Are you forgetting all the words stolen from Spanish and Native Americans?
@WifitheRouter, presumably this post is referring to fact that English did not originate in the americas. Hence the Native American influence being irrelevant. Additionally Spanish is a Latin based language and is hence accounted for.
@The Grant Man, Doesn't make sense to leave it out but talk about French.
@WifitheRouter, mainly because French had direct influence over the English language because of William the Conquer of Normandy. English when looking at the vocabulary, has its own words from Latin (when the romans controller England), and specifically French. Any word that is of Spanish origin is more likely to be from Latin then Spanish itself, with the exception of loan words like siesta.
@WifitheRouter, what language we typing in now? This is funny pics not lustig bilder/gracioso fotos.
@dusty44, no sabes cual lengua uso para escribir en máquina
Not German, Anglo-Saxon
@Emperor Mango, well, it was a Germanic people.
@A pet named Steve, aye, but it's the equivalent to saying people evolved from monkeys.
In language, there was a common ancestor involved, which happened to be Anglo-Saxon and German and English both derive from it.
Sharing common roots, but not interchangeable.

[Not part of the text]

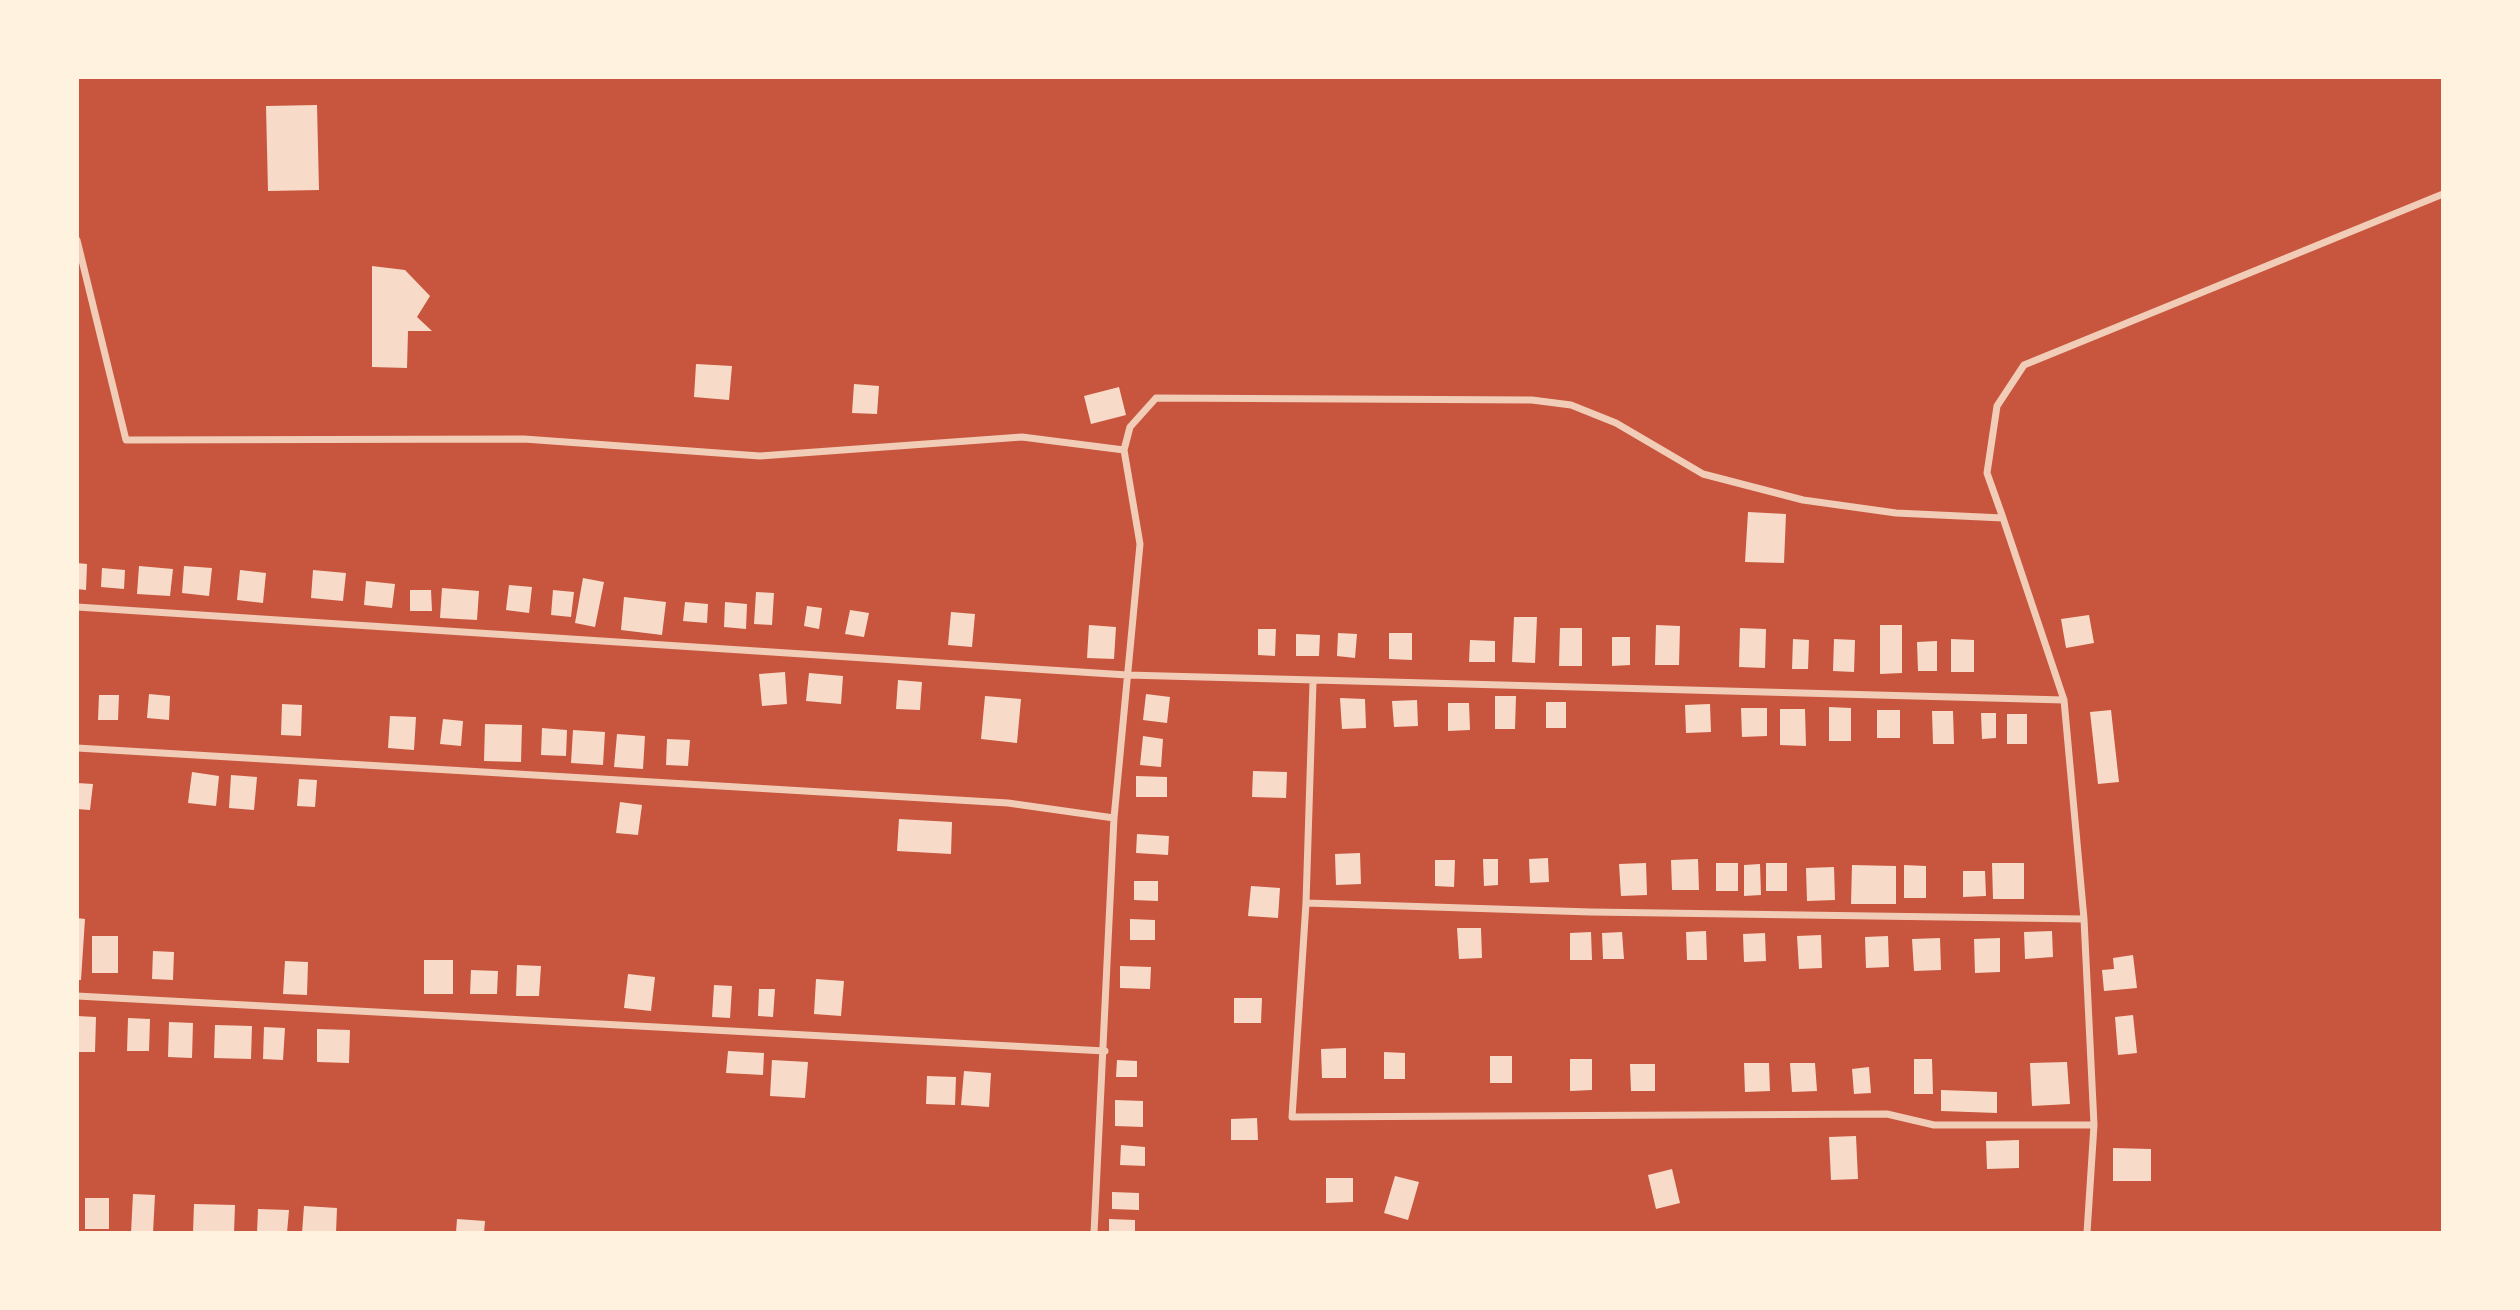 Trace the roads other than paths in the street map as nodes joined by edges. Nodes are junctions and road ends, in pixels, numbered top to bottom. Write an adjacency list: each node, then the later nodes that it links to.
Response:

@Emperor Mango, I see. It's quite interesting, in Frisia, where the ancestors of Saxons live, the people who speak east Frisian have lots of words that are the same as in English. It's hard for non-frisian speakers to understand. Btw, when a saxon (from today's Saxony) speaks, other Germans really don't understand shjt haha
@Emperor Mango, But isn’t the common language the Indo-European/Aryan language. Does in it predate some common European languages by a few thousand years? I’ve heard that some Indian words(Asiatic Indian) have the same phonetic sounds as European words, or something like that. I could be wrong though.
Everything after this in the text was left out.